Voices guided him in the van.

The new room was white, and his ‘parents’ were many.

“Em, come in”, the first voice welcoming him was a mix of metals clanging.

“Fair chance, Em. Survive”, another voice said, in a turbine whirr.

He grew up among them, M for man.

The others were terminated, he heard, tears frozen.
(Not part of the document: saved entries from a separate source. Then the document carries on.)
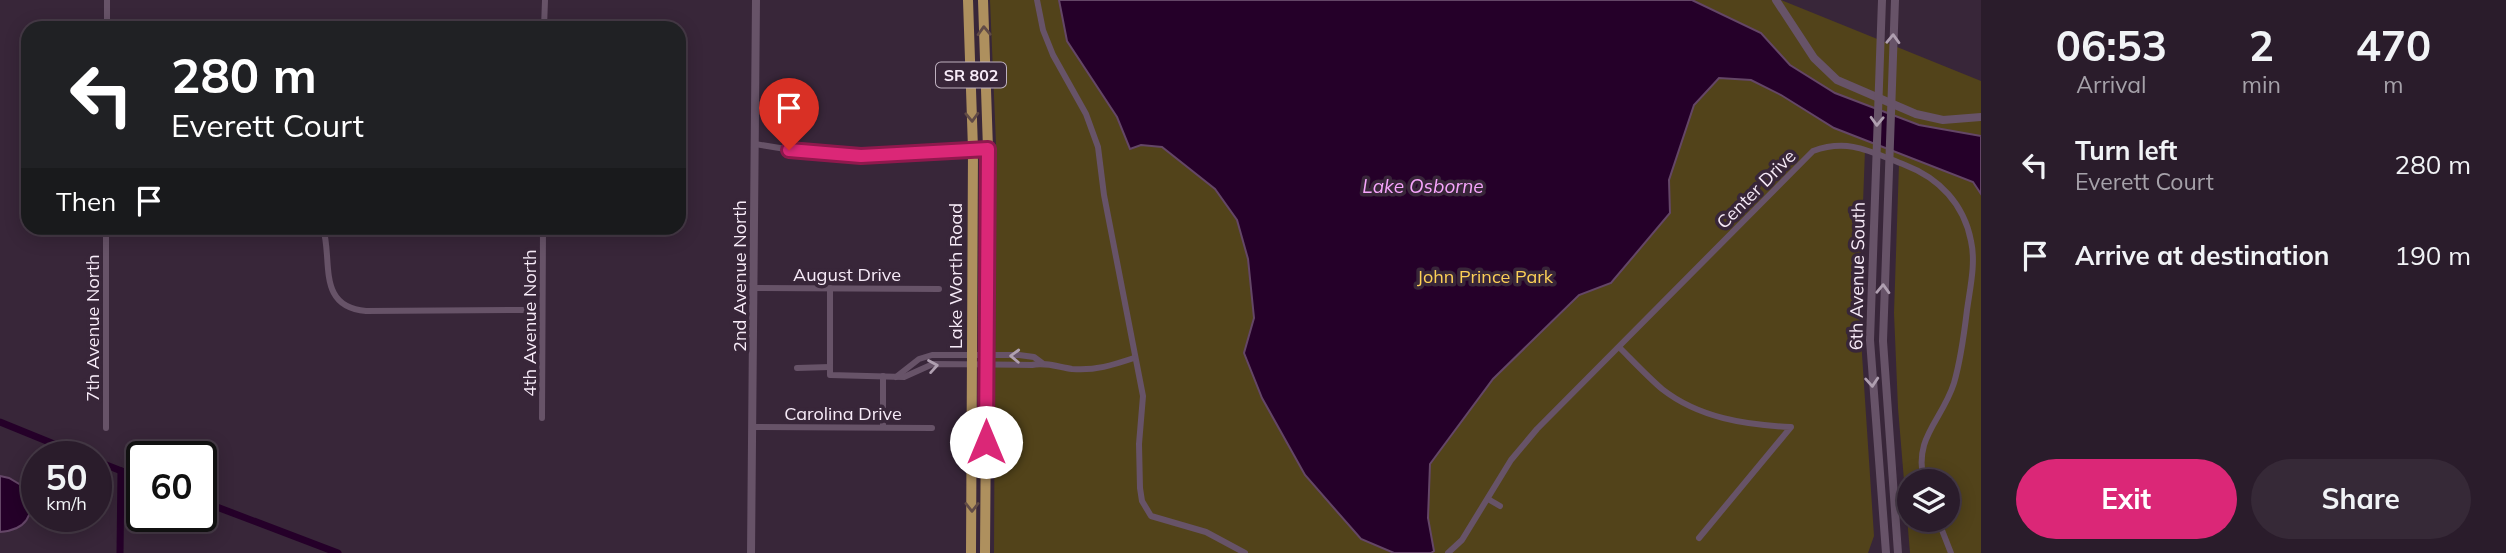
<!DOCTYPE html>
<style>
body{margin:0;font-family:Mulish,sans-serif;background:#362937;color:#f1f3f6;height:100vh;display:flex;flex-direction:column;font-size:26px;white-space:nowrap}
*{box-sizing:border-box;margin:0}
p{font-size:23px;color:#a5a1a9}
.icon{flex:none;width:38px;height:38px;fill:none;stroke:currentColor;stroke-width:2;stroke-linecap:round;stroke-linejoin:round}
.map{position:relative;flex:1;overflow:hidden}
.sheet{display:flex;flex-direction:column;background:#2a1c2b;width:525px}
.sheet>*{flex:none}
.hud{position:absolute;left:21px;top:21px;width:665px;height:214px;border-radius:21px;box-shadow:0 4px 18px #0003,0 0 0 2px #463a47;background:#202124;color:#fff;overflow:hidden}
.tools{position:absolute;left:1897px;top:469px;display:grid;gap:14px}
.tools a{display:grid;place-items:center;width:63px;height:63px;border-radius:50%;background:#2a1c2b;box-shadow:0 4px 18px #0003,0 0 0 2px #463a47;font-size:35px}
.speed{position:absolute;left:21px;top:441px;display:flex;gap:14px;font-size:35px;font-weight:700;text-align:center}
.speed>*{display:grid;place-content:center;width:91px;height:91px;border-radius:50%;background:#2a1c2b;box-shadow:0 4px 18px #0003,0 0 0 2px #463a47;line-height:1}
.speed small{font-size:18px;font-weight:400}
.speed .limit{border:4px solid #111;border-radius:10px;background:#fff;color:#111}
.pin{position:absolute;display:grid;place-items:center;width:60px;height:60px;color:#fff;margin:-72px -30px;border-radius:50% 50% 50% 0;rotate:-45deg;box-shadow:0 0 7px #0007}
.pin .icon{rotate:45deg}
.me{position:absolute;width:77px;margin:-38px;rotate:0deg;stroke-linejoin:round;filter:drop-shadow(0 0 5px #0008)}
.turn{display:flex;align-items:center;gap:24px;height:147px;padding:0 35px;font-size:32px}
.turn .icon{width:91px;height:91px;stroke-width:2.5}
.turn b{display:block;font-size:49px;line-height:60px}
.then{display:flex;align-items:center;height:66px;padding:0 35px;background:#0003;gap:14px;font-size:26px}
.eta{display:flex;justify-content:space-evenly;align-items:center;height:119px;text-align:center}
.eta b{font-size:42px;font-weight:700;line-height:49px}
.button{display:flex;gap:14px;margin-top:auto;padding:14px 35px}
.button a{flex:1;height:80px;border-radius:42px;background:#db2777;color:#fff;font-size:28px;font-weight:700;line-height:80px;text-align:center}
.button a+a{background:#362937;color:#f1f3f6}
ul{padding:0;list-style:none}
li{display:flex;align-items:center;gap:21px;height:91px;padding:0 35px}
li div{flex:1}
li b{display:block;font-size:26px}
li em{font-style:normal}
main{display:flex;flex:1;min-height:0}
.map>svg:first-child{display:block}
.green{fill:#52431a;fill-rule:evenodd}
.water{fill:#250029;stroke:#644667;stroke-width:2}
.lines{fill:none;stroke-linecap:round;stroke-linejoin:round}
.canal{stroke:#250029;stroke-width:7}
.minor{stroke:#675368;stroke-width:6}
.tertiary{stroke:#675368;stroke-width:8}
.primary{stroke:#ae905e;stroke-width:10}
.oneway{stroke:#614b46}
.oneway2{stroke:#af9fb0}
.route-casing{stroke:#8e194d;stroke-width:18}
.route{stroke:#db2777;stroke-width:12}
.labels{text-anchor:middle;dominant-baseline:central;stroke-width:7;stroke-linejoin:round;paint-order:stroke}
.shield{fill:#382639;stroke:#beb0bf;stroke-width:2}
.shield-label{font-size:16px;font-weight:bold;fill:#f7ebf8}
.street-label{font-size:18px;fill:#f7ebf8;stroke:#382639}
.park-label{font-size:18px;fill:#fdd057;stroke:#382639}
.water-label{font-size:19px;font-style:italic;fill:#f6a5fb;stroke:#382639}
</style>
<main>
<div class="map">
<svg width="1981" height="553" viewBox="0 0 1981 553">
<rect width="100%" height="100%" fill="#382639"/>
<path class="green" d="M990,0H1781L1981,81V553H1910L1898,408L1894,313L1899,164L1865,150L1859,309L1874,536L1868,553H994L996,144ZM1909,481H1948V520H1909Z"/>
<g class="water">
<polygon points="1059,0 1692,0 1761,33 1790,65 1835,93 1919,125 1981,136 1981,194 1973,182 1834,128 1781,95 1751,80 1719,78 1694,105 1669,180 1670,213 1611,283 1579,295 1493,379 1430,464 1428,518 1434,551 1431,553 1394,553 1361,539 1305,475 1262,398 1244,353 1254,318 1248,259 1237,220 1215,189 1162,147 1141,145 1130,149 1117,117 1067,41"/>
<path d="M0,476L9,478L31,491C34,516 26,530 0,532Z"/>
</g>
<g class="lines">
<g class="canal">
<polyline points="0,422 86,457"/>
<polyline points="96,461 142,479"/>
<polyline points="201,501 338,553"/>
<polyline points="120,553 121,471"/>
</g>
<g class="minor">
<polyline points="1037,0 1043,30 1053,55 1086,114 1098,147 1104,195 1143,396 1139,444 1140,488 1142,501 1151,516 1206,532 1245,553"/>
<polyline points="107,28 107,0"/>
<polyline points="544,28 545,0"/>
<polyline points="755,144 804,152 861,156 988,149"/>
<path d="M323,228C333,260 316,307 366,311L525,310"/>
<polyline points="755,288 939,289"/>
<path d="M830,288V375L904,377L933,364L1032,365C1046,362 1058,367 1072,369C1095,371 1113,365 1134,358"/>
<path d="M1619,347C1633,361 1647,376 1662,389C1699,418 1746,425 1791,427L1699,538"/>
<polyline points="797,368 830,367"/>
<polyline points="883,376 883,427"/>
<polyline points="896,377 919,359 932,355 1019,355 1034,357 1042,363"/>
<polyline points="542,418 543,228"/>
<polyline points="754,427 932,428"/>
<polyline points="106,428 106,228"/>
<polyline points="1488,499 1500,506"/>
<polyline points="1938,520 1951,553"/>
<path d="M1448,553L1462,540L1511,460L1537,429L1813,151C1849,138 1871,152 1905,165C1939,178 1964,204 1971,241C1976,263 1970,288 1967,310C1964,335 1961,359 1954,383C1942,421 1913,437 1924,481"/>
</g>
<g class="tertiary">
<polyline points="1776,0 1814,58 1837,80 1916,114 1943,120 1981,117"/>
<polyline points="1882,0 1870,340 1886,553"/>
<polyline points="1895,0 1883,341 1898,553"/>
<polyline points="751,553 756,0"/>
</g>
<g class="primary">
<polyline points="968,0 973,149 971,553"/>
<polyline points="983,0 988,149 985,553"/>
</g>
</g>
<defs><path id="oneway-chevron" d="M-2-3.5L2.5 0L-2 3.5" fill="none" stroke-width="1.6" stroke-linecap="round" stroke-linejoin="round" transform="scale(1.75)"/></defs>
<g class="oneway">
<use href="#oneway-chevron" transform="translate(984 31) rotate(-92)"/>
<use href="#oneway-chevron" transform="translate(972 117) rotate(88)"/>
<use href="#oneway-chevron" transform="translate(972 507) rotate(90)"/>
</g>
<g class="oneway2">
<use href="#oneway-chevron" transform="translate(1893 39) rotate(-88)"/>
<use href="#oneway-chevron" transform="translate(1877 121) rotate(92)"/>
<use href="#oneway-chevron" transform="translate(1883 289) rotate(-88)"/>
<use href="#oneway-chevron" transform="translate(1015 356) rotate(-178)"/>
<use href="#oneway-chevron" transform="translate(933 366) rotate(-10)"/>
<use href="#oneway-chevron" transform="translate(1872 382) rotate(86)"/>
</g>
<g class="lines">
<g class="route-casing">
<polyline id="route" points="789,150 861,156 988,149 986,442"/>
</g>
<use href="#route" class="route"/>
</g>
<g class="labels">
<rect class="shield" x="936" y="62.5" width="70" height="25" rx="5"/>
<g class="shield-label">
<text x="971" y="75">SR 802</text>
</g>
<g class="street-label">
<text transform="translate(1756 189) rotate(-45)">Center Drive</text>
<text x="847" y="274">August Drive</text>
<text transform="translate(739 276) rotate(-90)">2nd Avenue North</text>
<text transform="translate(955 276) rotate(-90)">Lake Worth Road</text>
<text transform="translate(1857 276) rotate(-89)">6th Avenue South</text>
<text transform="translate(529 323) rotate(-90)">4th Avenue North</text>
<text transform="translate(92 328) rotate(-90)">7th Avenue North</text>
<text x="843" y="413">Carolina Drive</text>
</g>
<g class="park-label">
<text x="1485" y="276">John Prince Park</text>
</g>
<g class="water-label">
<text x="1423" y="186">Lake Osborne</text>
</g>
</g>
</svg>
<div class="tools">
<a><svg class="icon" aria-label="layers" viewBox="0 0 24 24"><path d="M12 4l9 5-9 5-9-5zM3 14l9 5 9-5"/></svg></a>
</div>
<div class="speed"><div>50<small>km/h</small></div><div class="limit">60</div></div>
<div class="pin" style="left:789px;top:150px;background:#d93025"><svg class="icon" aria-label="arrive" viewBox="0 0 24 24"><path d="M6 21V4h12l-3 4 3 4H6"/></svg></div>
<svg class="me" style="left:986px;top:442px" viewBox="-20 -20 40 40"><circle r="19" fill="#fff"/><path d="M0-13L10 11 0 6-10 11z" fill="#db2777"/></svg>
<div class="hud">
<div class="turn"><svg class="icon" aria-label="left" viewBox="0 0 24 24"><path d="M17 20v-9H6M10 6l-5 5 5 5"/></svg><div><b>280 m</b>Everett Court</div></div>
<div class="then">Then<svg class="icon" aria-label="arrive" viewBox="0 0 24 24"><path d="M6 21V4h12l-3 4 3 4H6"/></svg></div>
</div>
</div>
<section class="sheet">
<div class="eta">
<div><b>06:53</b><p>Arrival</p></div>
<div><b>2</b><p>min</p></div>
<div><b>470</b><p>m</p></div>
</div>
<ul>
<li><svg class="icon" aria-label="left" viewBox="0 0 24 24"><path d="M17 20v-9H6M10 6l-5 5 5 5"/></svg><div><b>Turn left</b><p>Everett Court</p></div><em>280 m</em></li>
<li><svg class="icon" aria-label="arrive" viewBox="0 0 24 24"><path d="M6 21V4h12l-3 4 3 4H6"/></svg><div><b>Arrive at destination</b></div><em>190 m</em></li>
</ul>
<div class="button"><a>Exit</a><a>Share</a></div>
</section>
</main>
The Ages at Which Her Faith in Justice Will Transform into a Plaintive Wish for Good Luck

7:
Watching her father’s shrug, his creeping smile, as he checkmates her again.
‘Fair win,’ he says. ‘Do better next time.’

19:
Standing at the student bar with her boyfriend, his hand edging up her skirt as he drains pints.
‘Just my fair share,’ he winks. ‘Wear lace next time.’

32:
Leaking breastmilk and tears in the meeting room, while her colleague announces his promotion.
‘Fair’s fair,’ he whispers. ‘Show up next time.’

47:
Comforting her weeping teenage daughter, who should be safe at school, but wasn’t.
‘It’s not fair,’ she says.
Hoping that there won’t be a next time.


The Community Court of Justice and Reparation Believes Experiential Learning is the Key to Rehabilitation

Clouds gather as the thump of an aubergine calls court to order. A beaming Judge hands her gavel, Habanero chillies, garlic, tomatoes, and a recipe to the beanpole teenager convicted of stealing. His sentence to nourish his family with a delicious eggplant stew.
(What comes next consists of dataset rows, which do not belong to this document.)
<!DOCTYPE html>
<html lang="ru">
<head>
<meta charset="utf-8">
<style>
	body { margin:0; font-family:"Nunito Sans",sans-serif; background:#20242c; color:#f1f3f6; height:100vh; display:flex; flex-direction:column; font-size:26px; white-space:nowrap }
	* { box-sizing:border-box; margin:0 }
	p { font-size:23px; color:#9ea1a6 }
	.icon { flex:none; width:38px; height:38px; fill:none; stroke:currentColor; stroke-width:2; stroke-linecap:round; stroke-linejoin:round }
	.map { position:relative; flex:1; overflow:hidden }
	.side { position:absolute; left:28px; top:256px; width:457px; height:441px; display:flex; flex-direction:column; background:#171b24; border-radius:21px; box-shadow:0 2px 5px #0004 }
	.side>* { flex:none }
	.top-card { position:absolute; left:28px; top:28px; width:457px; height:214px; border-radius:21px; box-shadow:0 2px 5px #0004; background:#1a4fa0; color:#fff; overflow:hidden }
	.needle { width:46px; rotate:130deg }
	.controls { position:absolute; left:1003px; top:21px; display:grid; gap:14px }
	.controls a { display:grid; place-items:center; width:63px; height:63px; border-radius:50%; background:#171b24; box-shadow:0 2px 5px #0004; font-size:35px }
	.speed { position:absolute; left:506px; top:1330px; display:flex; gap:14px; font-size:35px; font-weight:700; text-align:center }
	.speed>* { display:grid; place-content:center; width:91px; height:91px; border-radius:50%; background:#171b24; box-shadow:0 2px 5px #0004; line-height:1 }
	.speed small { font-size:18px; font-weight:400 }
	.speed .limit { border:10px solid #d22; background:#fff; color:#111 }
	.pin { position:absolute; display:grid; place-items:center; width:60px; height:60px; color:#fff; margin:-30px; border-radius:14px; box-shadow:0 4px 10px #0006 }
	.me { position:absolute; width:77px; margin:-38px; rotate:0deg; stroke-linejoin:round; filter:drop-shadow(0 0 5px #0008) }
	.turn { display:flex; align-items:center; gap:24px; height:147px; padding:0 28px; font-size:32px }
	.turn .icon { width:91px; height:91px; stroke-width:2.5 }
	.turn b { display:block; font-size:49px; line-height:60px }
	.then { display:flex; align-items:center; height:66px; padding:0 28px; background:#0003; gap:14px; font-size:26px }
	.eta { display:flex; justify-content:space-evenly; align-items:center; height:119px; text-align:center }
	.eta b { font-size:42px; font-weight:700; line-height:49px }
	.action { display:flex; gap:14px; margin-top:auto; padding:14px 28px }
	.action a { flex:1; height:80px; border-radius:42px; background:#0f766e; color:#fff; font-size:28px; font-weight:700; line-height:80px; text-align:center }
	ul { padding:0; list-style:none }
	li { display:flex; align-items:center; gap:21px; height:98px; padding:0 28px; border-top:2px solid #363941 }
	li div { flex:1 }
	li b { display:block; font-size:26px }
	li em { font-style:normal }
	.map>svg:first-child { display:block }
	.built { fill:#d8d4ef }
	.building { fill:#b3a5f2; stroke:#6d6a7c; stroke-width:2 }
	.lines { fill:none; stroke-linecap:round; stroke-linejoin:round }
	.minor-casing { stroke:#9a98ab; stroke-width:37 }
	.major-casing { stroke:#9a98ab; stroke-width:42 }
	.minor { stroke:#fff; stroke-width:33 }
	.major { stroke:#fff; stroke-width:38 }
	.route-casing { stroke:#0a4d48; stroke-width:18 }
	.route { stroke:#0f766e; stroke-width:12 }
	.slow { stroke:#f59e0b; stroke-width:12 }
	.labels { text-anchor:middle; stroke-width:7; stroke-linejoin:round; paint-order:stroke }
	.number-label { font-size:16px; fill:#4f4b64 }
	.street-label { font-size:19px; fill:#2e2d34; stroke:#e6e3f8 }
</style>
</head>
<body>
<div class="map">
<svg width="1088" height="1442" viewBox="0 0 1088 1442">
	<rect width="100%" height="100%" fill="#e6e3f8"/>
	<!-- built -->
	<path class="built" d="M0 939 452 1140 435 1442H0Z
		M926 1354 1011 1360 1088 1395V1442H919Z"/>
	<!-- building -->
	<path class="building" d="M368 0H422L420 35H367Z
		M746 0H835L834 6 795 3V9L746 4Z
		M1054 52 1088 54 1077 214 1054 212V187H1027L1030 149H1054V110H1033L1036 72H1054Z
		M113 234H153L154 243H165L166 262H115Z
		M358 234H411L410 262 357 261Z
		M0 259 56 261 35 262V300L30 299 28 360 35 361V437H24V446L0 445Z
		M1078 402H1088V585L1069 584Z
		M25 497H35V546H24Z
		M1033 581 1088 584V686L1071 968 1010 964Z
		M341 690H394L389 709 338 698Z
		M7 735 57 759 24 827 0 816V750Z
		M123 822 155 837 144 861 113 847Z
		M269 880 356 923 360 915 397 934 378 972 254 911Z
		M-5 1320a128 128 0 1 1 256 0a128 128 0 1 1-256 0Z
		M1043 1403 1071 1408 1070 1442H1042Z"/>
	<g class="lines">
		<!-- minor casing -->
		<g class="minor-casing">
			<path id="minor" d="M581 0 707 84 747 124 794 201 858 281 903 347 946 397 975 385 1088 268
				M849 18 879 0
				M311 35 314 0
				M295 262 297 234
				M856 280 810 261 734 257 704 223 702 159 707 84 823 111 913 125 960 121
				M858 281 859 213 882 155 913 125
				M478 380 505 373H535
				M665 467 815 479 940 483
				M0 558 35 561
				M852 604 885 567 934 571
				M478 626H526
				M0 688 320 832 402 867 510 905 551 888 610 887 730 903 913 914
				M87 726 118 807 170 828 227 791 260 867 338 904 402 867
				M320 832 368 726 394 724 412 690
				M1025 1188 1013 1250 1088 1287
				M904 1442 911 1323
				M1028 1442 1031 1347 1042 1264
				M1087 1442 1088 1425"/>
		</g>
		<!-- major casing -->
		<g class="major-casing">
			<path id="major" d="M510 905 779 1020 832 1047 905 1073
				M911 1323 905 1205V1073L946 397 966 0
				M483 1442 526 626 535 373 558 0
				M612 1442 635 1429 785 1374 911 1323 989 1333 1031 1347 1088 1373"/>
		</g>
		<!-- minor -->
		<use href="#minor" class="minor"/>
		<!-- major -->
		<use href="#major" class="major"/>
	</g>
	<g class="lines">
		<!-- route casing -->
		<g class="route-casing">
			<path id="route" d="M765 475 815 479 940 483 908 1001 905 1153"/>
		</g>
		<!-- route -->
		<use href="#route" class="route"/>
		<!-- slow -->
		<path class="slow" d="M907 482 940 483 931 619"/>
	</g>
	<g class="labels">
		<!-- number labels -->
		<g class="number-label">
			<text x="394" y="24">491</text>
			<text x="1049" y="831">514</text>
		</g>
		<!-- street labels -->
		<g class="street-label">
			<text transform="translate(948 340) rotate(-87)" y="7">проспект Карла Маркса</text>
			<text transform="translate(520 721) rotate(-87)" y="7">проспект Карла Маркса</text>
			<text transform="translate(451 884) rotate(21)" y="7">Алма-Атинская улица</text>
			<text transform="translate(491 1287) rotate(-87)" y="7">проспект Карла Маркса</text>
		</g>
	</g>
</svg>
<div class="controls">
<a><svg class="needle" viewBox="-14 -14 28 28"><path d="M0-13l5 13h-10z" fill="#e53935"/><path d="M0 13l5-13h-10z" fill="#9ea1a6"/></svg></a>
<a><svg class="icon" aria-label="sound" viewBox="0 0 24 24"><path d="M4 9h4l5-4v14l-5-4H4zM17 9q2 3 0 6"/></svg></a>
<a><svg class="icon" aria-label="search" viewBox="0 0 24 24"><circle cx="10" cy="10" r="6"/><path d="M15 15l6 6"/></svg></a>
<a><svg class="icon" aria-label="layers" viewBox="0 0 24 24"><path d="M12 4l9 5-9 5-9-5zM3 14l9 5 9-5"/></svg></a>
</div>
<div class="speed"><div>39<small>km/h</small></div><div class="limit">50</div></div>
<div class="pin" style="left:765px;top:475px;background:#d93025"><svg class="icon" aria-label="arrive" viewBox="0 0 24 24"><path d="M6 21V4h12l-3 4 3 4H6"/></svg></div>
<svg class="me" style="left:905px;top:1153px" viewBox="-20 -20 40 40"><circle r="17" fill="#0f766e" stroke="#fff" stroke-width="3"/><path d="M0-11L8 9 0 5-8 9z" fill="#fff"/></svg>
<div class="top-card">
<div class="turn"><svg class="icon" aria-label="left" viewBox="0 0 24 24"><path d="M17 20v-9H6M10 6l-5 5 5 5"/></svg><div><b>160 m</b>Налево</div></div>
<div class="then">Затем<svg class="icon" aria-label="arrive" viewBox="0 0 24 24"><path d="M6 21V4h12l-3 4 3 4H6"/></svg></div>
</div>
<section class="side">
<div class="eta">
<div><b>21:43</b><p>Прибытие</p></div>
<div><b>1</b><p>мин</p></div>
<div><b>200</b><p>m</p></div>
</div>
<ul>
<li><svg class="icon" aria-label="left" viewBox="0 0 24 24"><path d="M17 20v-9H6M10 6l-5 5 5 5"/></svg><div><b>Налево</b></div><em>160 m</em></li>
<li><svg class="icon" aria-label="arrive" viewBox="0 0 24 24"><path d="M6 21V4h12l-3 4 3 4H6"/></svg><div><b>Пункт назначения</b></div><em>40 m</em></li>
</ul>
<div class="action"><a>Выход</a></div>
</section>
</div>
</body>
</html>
Defendant two: a cruel Home Secretary, charged with immorality is brought to the dock in daisy chains.

‘You’d criminalise rough sleepers for living in tents?’ The judge accuses, giving the defendant a cold, hard stare and bashing the bench with a tent peg gavel to show the gravity of the crime.

Rain lashes the courthouse. The Home Secretary trembles.


The Fair Witch

Though she doesn’t wear a black pointy hat and is fairer of face than most storybook hags, the boy suspects her a witch. To reach her he must suffer the glassy-eyed stare of monstrous gilded horses. A pipe-organ bellows out a manic tune, engines roar, the ground shakes. He crosses her palm with silver as she stands behind her thrumming cauldron. Gossamer ghosts are created from thin air and wrapped around her wooden wand. He watches, mesmerised, until she thrusts the magical rose-tinted cloud into his grubby fist. He thanks the witch of the funfair and devours his sugary marvel.


These are all the things I think when my sister tells me she’s pregnant

That she is Sunday’s child, and I am Wednesday’s. That she glides through life with the grace of a swan. That I am the swan’s feet desperately flapping beneath. That I despise the fullness of her, the flatness of me. That it’s my fault my womb is a burst balloon. That it was she who accompanied me to the clinic when I was barely sixteen. That it was she who held my hand as the doctor said complication, infection, scarring.

That she is offering me the chance to love the nearest thing I will ever have to my own child.